■ **ASSIGNED TASK**
For this exercise, copy each line of the records that contains the word "junction".

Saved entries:
::::

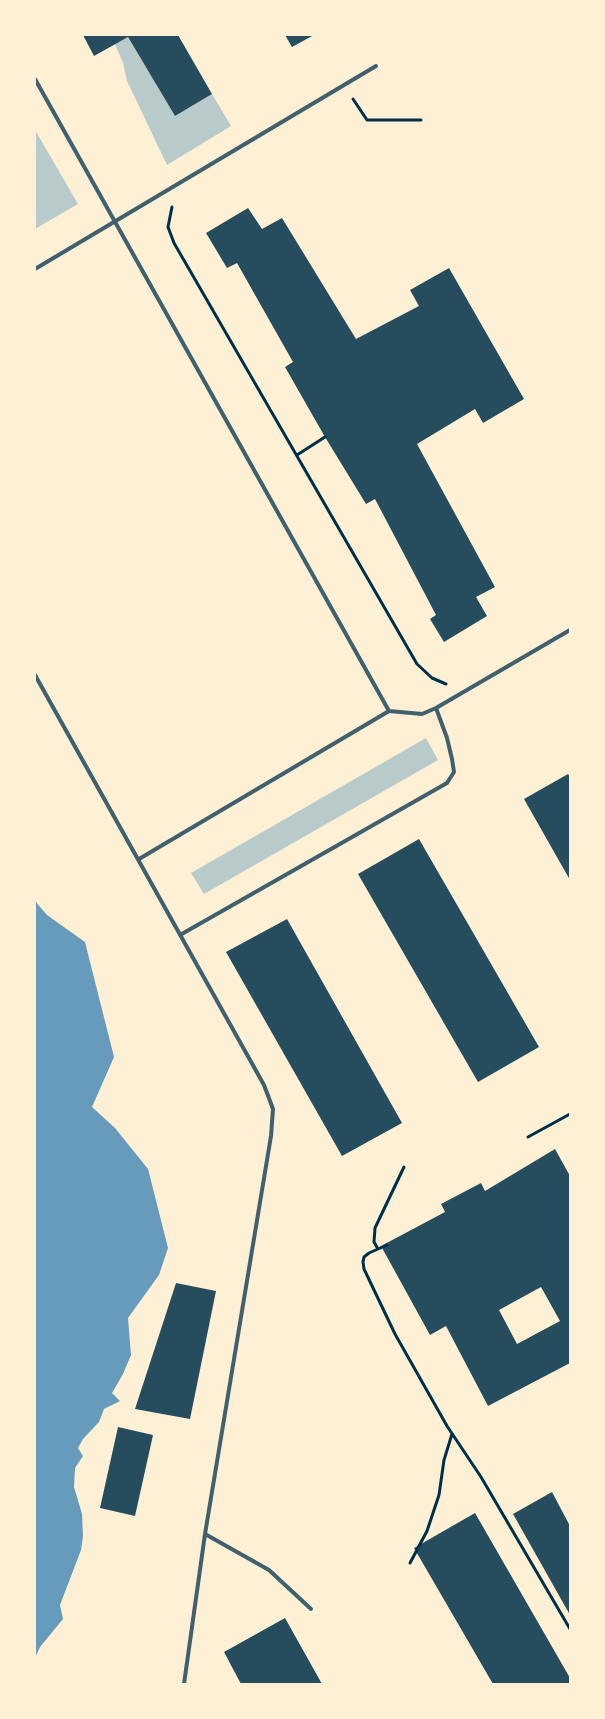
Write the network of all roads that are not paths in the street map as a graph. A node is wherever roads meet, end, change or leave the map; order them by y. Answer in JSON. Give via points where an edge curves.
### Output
{"nodes":[{"id":1,"x":376,"y":66,"type":"dead end"},
{"id":2,"x":35,"y":79,"type":"edge"},
{"id":3,"x":115,"y":222,"type":"junction"},
{"id":4,"x":35,"y":269,"type":"edge"},
{"id":5,"x":570,"y":630,"type":"edge"},
{"id":6,"x":35,"y":675,"type":"edge"},
{"id":7,"x":436,"y":708,"type":"junction"},
{"id":8,"x":389,"y":711,"type":"junction"},
{"id":9,"x":138,"y":859,"type":"junction"},
{"id":10,"x":180,"y":935,"type":"junction"},
{"id":11,"x":206,"y":1534,"type":"junction"},
{"id":12,"x":311,"y":1609,"type":"dead end"},
{"id":13,"x":184,"y":1684,"type":"edge"}],
"edges":[{"from":1,"to":3,"type":"lane"},
{"from":2,"to":3,"type":"lane"},
{"from":3,"to":4,"type":"lane"},
{"from":3,"to":8,"type":"lane"},
{"from":5,"to":7,"type":"lane"},
{"from":6,"to":9,"type":"lane"},
{"from":7,"to":8,"type":"lane","via":[[422,714]]},
{"from":7,"to":10,"type":"lane","via":[[454,772],[447,782]]},
{"from":8,"to":9,"type":"lane"},
{"from":9,"to":10,"type":"lane"},
{"from":10,"to":11,"type":"lane","via":[[264,1085],[273,1109]]},
{"from":11,"to":12,"type":"lane","via":[[269,1570]]},
{"from":11,"to":13,"type":"lane"}]}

::::

■ **RESULT OF THIS EXERCISE**
{"id":3,"x":115,"y":222,"type":"junction"},
{"id":7,"x":436,"y":708,"type":"junction"},
{"id":8,"x":389,"y":711,"type":"junction"},
{"id":9,"x":138,"y":859,"type":"junction"},
{"id":10,"x":180,"y":935,"type":"junction"},
{"id":11,"x":206,"y":1534,"type":"junction"},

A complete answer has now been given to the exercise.